* **INFORMATION GIVEN**:
☆ ☆ ☆
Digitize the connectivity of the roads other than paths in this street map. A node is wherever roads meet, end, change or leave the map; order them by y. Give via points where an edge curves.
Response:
☆ ☆ ☆
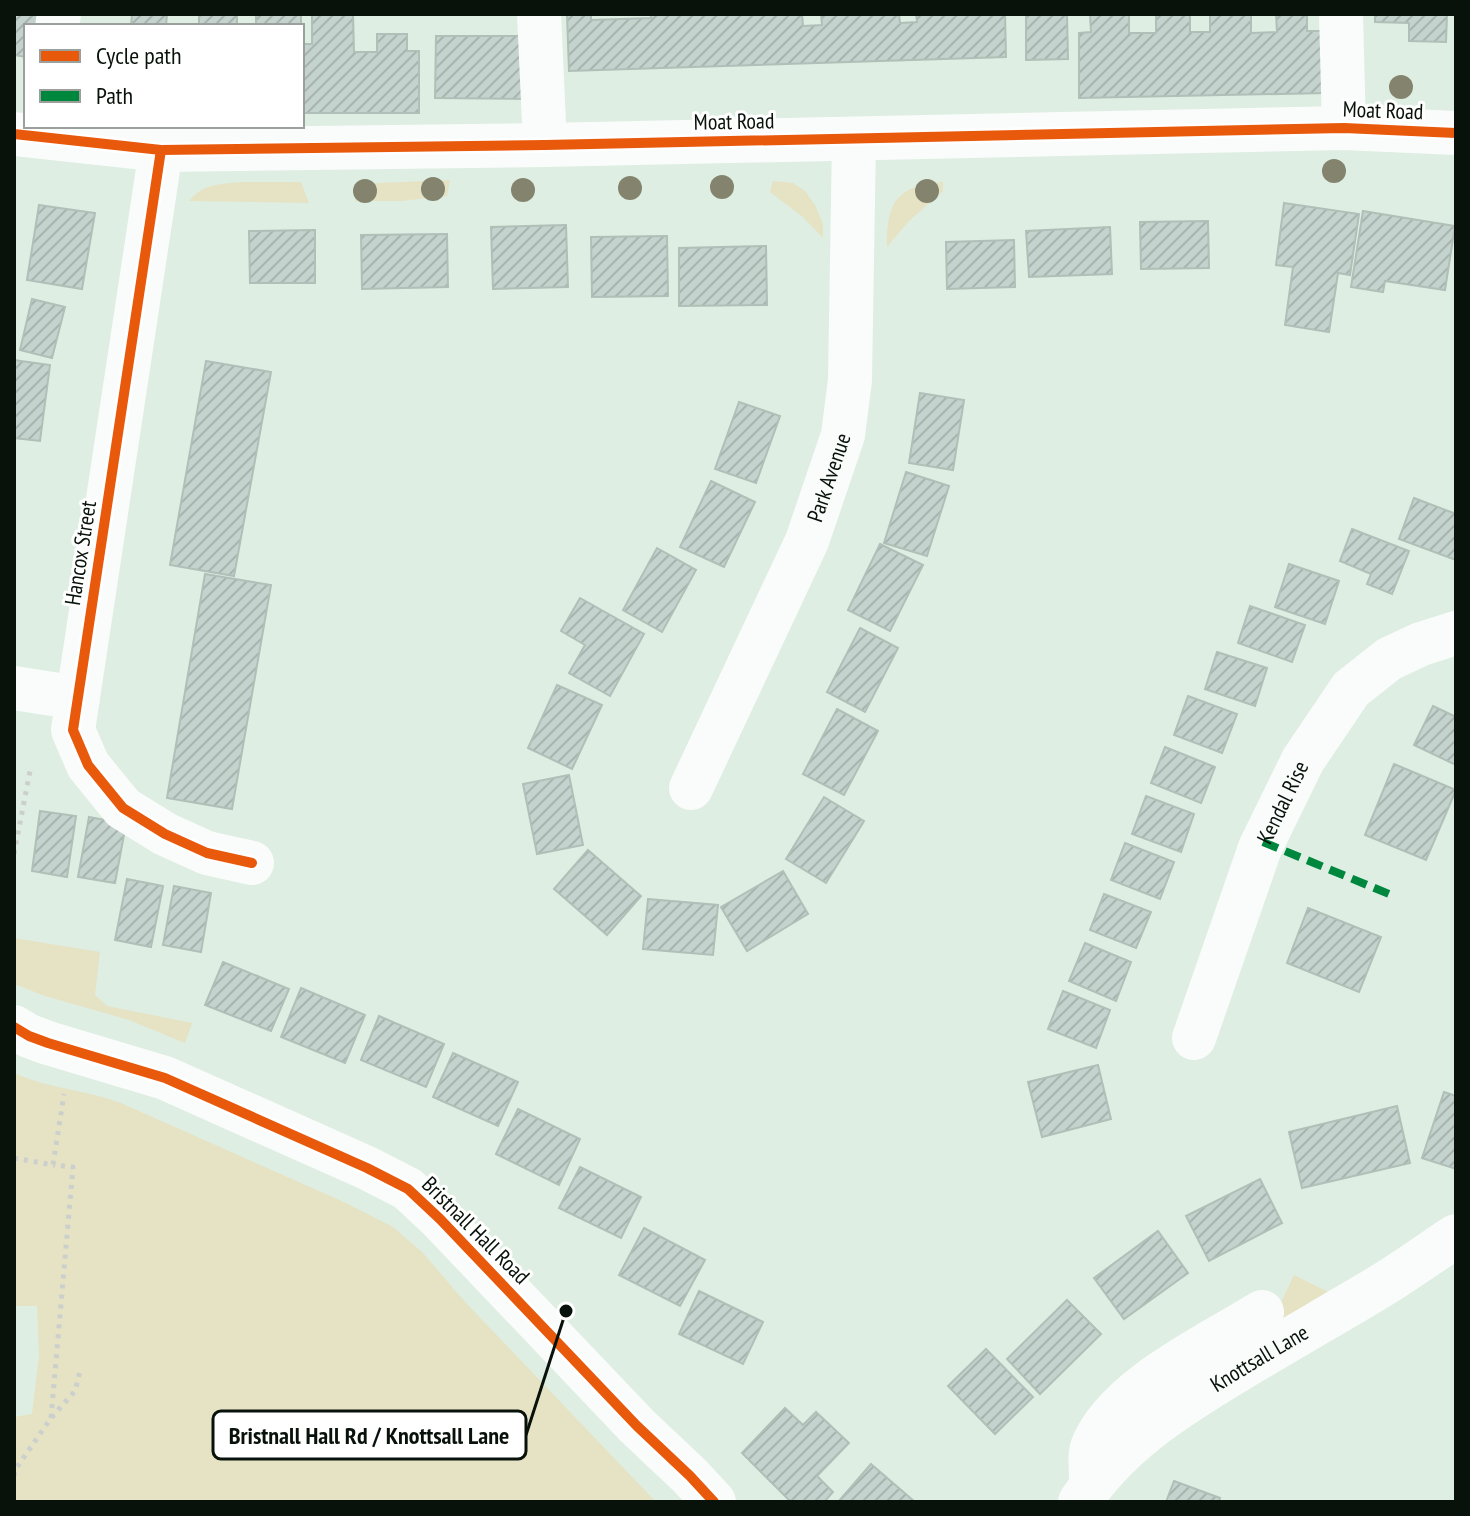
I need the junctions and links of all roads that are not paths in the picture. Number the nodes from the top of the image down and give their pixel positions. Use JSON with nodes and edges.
☆ ☆ ☆
* **TASK GOAL**:
Would you please copy every line in the data that contains the word "roads"?

* **OUTPUT BELOW**:
Digitize the connectivity of the roads other than paths in this street map. A node is wherever roads meet, end, change or leave the map; order them by y. Give via points where an edge curves.
I need the junctions and links of all roads that are not paths in the picture. Number the nodes from the top of the image down and give their pixel positions. Use JSON with nodes and edges.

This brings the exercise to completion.